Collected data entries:
+-------+
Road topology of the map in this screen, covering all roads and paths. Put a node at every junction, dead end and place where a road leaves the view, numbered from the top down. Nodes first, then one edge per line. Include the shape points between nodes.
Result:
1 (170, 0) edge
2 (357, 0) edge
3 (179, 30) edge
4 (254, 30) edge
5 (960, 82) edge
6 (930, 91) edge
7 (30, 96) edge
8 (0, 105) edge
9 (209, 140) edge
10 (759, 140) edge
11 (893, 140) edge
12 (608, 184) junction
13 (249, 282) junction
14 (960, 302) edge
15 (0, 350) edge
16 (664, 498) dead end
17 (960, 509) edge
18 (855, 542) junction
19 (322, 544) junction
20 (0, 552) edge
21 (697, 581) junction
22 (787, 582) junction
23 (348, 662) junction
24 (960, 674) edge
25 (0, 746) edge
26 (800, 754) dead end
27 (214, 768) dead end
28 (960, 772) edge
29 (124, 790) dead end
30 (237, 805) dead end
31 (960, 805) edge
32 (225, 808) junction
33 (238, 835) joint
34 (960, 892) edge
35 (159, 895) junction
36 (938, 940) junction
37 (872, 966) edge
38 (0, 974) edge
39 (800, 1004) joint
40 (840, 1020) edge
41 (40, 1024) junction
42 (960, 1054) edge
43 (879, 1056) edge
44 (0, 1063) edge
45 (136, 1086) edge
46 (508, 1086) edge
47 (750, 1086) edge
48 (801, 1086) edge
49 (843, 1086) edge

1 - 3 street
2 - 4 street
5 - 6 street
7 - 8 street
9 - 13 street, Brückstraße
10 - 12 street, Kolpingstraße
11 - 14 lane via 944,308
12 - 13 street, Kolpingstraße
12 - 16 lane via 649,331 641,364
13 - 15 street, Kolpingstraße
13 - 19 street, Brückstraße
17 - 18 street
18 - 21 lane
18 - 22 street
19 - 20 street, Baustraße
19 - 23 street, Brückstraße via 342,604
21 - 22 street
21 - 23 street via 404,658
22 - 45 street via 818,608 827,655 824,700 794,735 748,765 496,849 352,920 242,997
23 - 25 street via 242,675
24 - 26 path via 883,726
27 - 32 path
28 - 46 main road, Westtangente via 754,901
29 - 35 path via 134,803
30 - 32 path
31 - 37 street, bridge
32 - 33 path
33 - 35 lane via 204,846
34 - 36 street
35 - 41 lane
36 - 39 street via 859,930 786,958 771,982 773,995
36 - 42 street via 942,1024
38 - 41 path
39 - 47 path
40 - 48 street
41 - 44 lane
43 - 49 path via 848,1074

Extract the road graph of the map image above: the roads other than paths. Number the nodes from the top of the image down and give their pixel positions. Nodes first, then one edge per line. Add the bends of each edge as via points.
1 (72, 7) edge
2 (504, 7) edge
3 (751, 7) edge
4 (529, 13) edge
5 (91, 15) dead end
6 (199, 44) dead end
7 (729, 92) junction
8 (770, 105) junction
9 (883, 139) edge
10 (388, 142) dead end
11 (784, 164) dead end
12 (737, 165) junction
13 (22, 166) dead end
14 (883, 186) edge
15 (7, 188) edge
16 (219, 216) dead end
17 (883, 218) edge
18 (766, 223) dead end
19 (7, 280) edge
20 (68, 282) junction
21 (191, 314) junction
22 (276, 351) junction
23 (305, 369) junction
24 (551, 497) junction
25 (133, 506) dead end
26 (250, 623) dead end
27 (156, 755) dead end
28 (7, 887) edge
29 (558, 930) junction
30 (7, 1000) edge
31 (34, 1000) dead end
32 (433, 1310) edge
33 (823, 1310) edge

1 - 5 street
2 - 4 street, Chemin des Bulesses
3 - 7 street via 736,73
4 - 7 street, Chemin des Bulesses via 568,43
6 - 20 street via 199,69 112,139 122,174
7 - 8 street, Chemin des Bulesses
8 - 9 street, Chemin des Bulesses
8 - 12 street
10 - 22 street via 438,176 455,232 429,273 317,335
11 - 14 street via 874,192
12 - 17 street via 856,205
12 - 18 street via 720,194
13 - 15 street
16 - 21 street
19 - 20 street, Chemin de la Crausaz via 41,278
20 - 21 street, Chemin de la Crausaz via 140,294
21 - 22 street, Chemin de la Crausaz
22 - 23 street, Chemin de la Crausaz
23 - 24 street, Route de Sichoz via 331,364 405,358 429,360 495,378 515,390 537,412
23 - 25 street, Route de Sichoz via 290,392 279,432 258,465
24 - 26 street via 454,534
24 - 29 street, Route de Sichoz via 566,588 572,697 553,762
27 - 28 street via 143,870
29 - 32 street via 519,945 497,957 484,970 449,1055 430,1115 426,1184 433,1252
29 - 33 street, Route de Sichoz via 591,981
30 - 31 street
+-------+
_Exercise instructions:_
From the first line to the last, return the data above exactly.

_Finished exercise:_
Road topology of the map in this screen, covering all roads and paths. Put a node at every junction, dead end and place where a road leaves the view, numbered from the top down. Nodes first, then one edge per line. Include the shape points between nodes.
Result:
1 (170, 0) edge
2 (357, 0) edge
3 (179, 30) edge
4 (254, 30) edge
5 (960, 82) edge
6 (930, 91) edge
7 (30, 96) edge
8 (0, 105) edge
9 (209, 140) edge
10 (759, 140) edge
11 (893, 140) edge
12 (608, 184) junction
13 (249, 282) junction
14 (960, 302) edge
15 (0, 350) edge
16 (664, 498) dead end
17 (960, 509) edge
18 (855, 542) junction
19 (322, 544) junction
20 (0, 552) edge
21 (697, 581) junction
22 (787, 582) junction
23 (348, 662) junction
24 (960, 674) edge
25 (0, 746) edge
26 (800, 754) dead end
27 (214, 768) dead end
28 (960, 772) edge
29 (124, 790) dead end
30 (237, 805) dead end
31 (960, 805) edge
32 (225, 808) junction
33 (238, 835) joint
34 (960, 892) edge
35 (159, 895) junction
36 (938, 940) junction
37 (872, 966) edge
38 (0, 974) edge
39 (800, 1004) joint
40 (840, 1020) edge
41 (40, 1024) junction
42 (960, 1054) edge
43 (879, 1056) edge
44 (0, 1063) edge
45 (136, 1086) edge
46 (508, 1086) edge
47 (750, 1086) edge
48 (801, 1086) edge
49 (843, 1086) edge

1 - 3 street
2 - 4 street
5 - 6 street
7 - 8 street
9 - 13 street, Brückstraße
10 - 12 street, Kolpingstraße
11 - 14 lane via 944,308
12 - 13 street, Kolpingstraße
12 - 16 lane via 649,331 641,364
13 - 15 street, Kolpingstraße
13 - 19 street, Brückstraße
17 - 18 street
18 - 21 lane
18 - 22 street
19 - 20 street, Baustraße
19 - 23 street, Brückstraße via 342,604
21 - 22 street
21 - 23 street via 404,658
22 - 45 street via 818,608 827,655 824,700 794,735 748,765 496,849 352,920 242,997
23 - 25 street via 242,675
24 - 26 path via 883,726
27 - 32 path
28 - 46 main road, Westtangente via 754,901
29 - 35 path via 134,803
30 - 32 path
31 - 37 street, bridge
32 - 33 path
33 - 35 lane via 204,846
34 - 36 street
35 - 41 lane
36 - 39 street via 859,930 786,958 771,982 773,995
36 - 42 street via 942,1024
38 - 41 path
39 - 47 path
40 - 48 street
41 - 44 lane
43 - 49 path via 848,1074

Extract the road graph of the map image above: the roads other than paths. Number the nodes from the top of the image down and give their pixel positions. Nodes first, then one edge per line. Add the bends of each edge as via points.
1 (72, 7) edge
2 (504, 7) edge
3 (751, 7) edge
4 (529, 13) edge
5 (91, 15) dead end
6 (199, 44) dead end
7 (729, 92) junction
8 (770, 105) junction
9 (883, 139) edge
10 (388, 142) dead end
11 (784, 164) dead end
12 (737, 165) junction
13 (22, 166) dead end
14 (883, 186) edge
15 (7, 188) edge
16 (219, 216) dead end
17 (883, 218) edge
18 (766, 223) dead end
19 (7, 280) edge
20 (68, 282) junction
21 (191, 314) junction
22 (276, 351) junction
23 (305, 369) junction
24 (551, 497) junction
25 (133, 506) dead end
26 (250, 623) dead end
27 (156, 755) dead end
28 (7, 887) edge
29 (558, 930) junction
30 (7, 1000) edge
31 (34, 1000) dead end
32 (433, 1310) edge
33 (823, 1310) edge

1 - 5 street
2 - 4 street, Chemin des Bulesses
3 - 7 street via 736,73
4 - 7 street, Chemin des Bulesses via 568,43
6 - 20 street via 199,69 112,139 122,174
7 - 8 street, Chemin des Bulesses
8 - 9 street, Chemin des Bulesses
8 - 12 street
10 - 22 street via 438,176 455,232 429,273 317,335
11 - 14 street via 874,192
12 - 17 street via 856,205
12 - 18 street via 720,194
13 - 15 street
16 - 21 street
19 - 20 street, Chemin de la Crausaz via 41,278
20 - 21 street, Chemin de la Crausaz via 140,294
21 - 22 street, Chemin de la Crausaz
22 - 23 street, Chemin de la Crausaz
23 - 24 street, Route de Sichoz via 331,364 405,358 429,360 495,378 515,390 537,412
23 - 25 street, Route de Sichoz via 290,392 279,432 258,465
24 - 26 street via 454,534
24 - 29 street, Route de Sichoz via 566,588 572,697 553,762
27 - 28 street via 143,870
29 - 32 street via 519,945 497,957 484,970 449,1055 430,1115 426,1184 433,1252
29 - 33 street, Route de Sichoz via 591,981
30 - 31 street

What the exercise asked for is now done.